En un hito histórico para la conservación ambiental en Sudamérica, el país celebra la reintroducción exitosa de la nutria gigante, un mamífero en peligro de extinción que había desaparecido de sus humedales hace 39 años. Este logro, resultado de un arduo trabajo de ocho años, posiciona a Argentina como referente mundial en restauración ecológica y marca la primera reintroducción de un mamífero extinto localmente en el territorio nacional.
El 30 de junio de 2025, en la Laguna Paraná del Gran Parque Iberá, se liberó una familia completa de cuatro nutrias gigantes (Pteronura brasiliensis): Nima, donada por el Zoológico de Madrid; Coco, proveniente del Zoológico de Givskud en Dinamarca; y sus dos crías nacidas en cautiverio en Iberá, Pirú y Kyra. Estos ejemplares, parte del Programa de Especies en Peligro de Extinción de la Asociación Europea de Zoos y Acuarios (EAZA), nadan hoy libres en las aguas protegidas de más de 756.000 hectáreas de humedal.
La nutria gigante, el mamífero acuático más grande de Sudamérica —con hasta 1,8 metros de largo y 33 kilos de peso—, es un depredador ápice diurno y sociable que vive en grupos familiares y se alimenta casi exclusivamente de peces. Su regreso es fundamental: regula las poblaciones de peces, mantiene el equilibrio ecosistémico de los humedales y actúa como indicador ambiental de la salud del ecosistema. “Es la primera vez que se intenta reintroducir a la nutria gigante en un ecosistema donde había desaparecido completamente. Esto posiciona a Argentina como referente global en restauración ecológica”, afirmó Sebastián Di Martino, director de Conservación de Rewilding Argentina.

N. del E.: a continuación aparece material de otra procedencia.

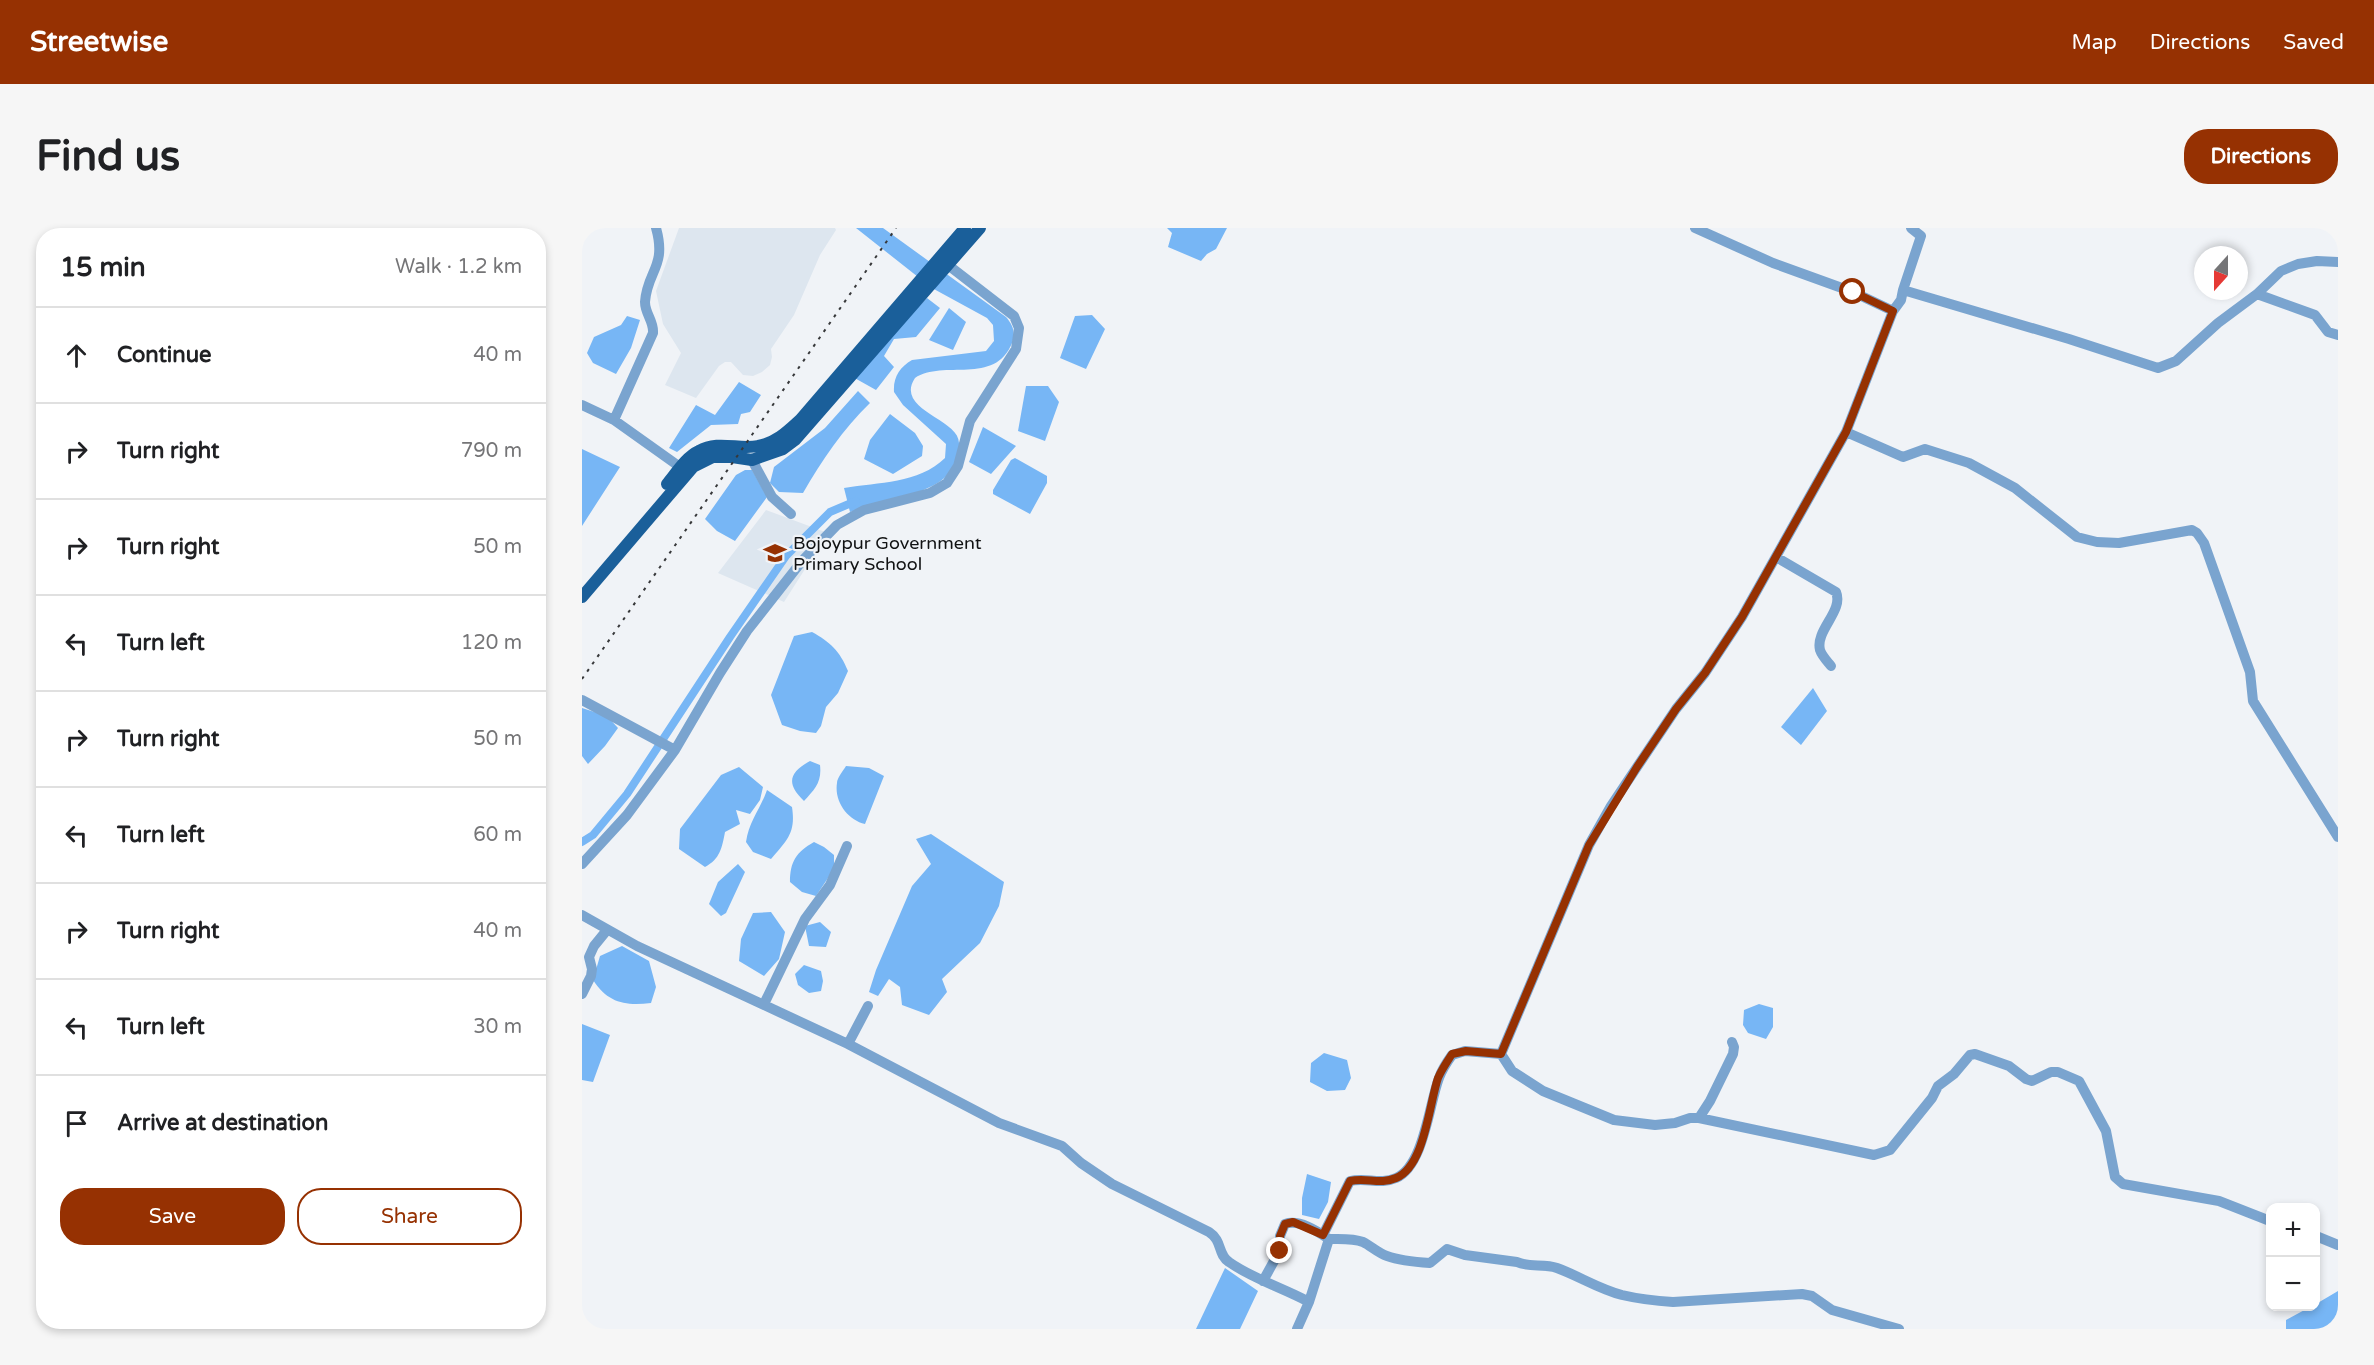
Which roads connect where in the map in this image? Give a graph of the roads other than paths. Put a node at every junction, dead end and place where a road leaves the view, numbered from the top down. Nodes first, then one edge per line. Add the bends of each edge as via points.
1 (656, 228) edge
2 (965, 228) edge
3 (980, 228) edge
4 (1695, 228) edge
5 (1911, 228) edge
6 (944, 261) junction
7 (2338, 262) edge
8 (1903, 290) junction
9 (2257, 294) junction
10 (1893, 311) junction
11 (2338, 335) edge
12 (860, 358) junction
13 (582, 405) edge
14 (614, 420) junction
15 (1846, 432) junction
16 (752, 460) junction
17 (680, 468) junction
18 (791, 514) dead end
19 (1776, 556) junction
20 (582, 586) edge
21 (582, 597) edge
22 (1831, 666) dead end
23 (582, 700) edge
24 (673, 750) junction
25 (2338, 837) edge
26 (847, 846) dead end
27 (582, 864) edge
28 (582, 915) edge
29 (607, 930) junction
30 (582, 994) edge
31 (764, 1004) junction
32 (868, 1006) dead end
33 (1732, 1042) dead end
34 (848, 1044) junction
35 (1501, 1054) junction
36 (1699, 1118) junction
37 (2266, 1219) edge
38 (1326, 1237) junction
39 (2320, 1238) edge
40 (2338, 1245) edge
41 (1263, 1281) junction
42 (1309, 1302) junction
43 (1297, 1329) edge
44 (1899, 1329) edge

1 - 14 street via 660,256 645,304 653,321 653,333
2 - 6 main road
3 - 6 main road
4 - 10 street
5 - 8 street via 1921,236
6 - 12 main road
6 - 24 street via 1014,316 1019,328 1016,349 970,421 958,466 947,483 930,493 864,510 837,525 801,561 747,631
7 - 9 street via 2298,264 2281,271
8 - 9 street via 2158,368 2176,361
8 - 10 street
9 - 11 street via 2315,315 2328,332
10 - 15 street
12 - 16 main road via 795,440 783,449
12 - 17 main road via 780,437 756,447 712,446 698,451
13 - 14 street
14 - 17 street
15 - 19 street
15 - 25 street via 1903,457 1925,449 1970,463 2015,488 2077,537 2119,543 2185,530 2197,533 2250,672 2253,701
16 - 18 street via 772,497
16 - 21 main road via 713,456 693,467
17 - 20 main road
19 - 22 street via 1836,592 1838,601 1820,648
19 - 35 street via 1742,617 1611,806 1589,845
23 - 24 street
24 - 27 street via 627,815
26 - 31 street via 830,885 805,919
28 - 29 street
29 - 30 street via 589,957 591,976
29 - 31 street
31 - 34 street
32 - 34 street
33 - 36 street via 1733,1054
34 - 41 street via 999,1123 1062,1146 1112,1184 1209,1232 1219,1241 1222,1256
35 - 36 street via 1512,1071 1543,1091 1614,1120 1655,1125
35 - 38 street via 1452,1054 1437,1081 1424,1135 1409,1167 1404,1174 1380,1183 1350,1181
36 - 37 street via 1881,1154 1890,1150 1938,1086 1975,1054 2009,1066 2032,1081 2051,1072 2079,1081 2106,1131 2115,1177 2123,1184 2219,1201
38 - 41 street via 1293,1222 1285,1224 1280,1251
38 - 42 street
38 - 44 street via 1358,1241 1382,1254 1409,1261 1430,1263 1447,1250 1522,1264 1536,1263 1556,1267 1622,1295 1653,1300 1802,1294 1832,1310
39 - 40 street
41 - 42 street
42 - 43 street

El arduo trabajo para lograr esta reintroducción no fue improvisado. La especie había desaparecido de los ríos argentinos desde 1986 debido a la caza intensiva. El proyecto se gestó en 2006 y se concretó formalmente en 2017 con el apoyo de Rewilding Argentina, la Administración de Parques Nacionales, el gobierno provincial de Corrientes, el Projeto Ariranha de Brasil y zoológicos de Europa y Estados Unidos. Ante la ausencia total de ejemplares en el país, se importaron parejas reproductoras, se implementaron estrictos protocolos sanitarios y de transporte, se construyeron recintos de cuarentena y corrales de presuelta, y se entrenó a los animales en la pesca con presas vivas para garantizar su supervivencia independiente.
“El proyecto de reintroducción de nutria gigante que llevamos adelante en Argentina y en el Gran Parque Iberá es único a nivel mundial y es la primera vez que se intenta traer de vuelta a una especie de mamífero extinto en el país”, destacó Guillermo Díaz Cornejo, vocal del directorio de la Administración de Parques Nacionales. Este esfuerzo conjunto superó desafíos logísticos y sanitarios sin precedentes, demostrando que la conservación activa puede revertir daños históricos.
El regreso de la nutria gigante no solo restaura cadenas tróficas clave en los Esteros del Iberá, sino que inspira a nivel global y refuerza el compromiso de Argentina con la biodiversidad. En un contexto donde muchas especies enfrentan amenazas, este éxito evidencia que la reintroducción planificada y el trabajo sostenido salvan ecosistemas enteros.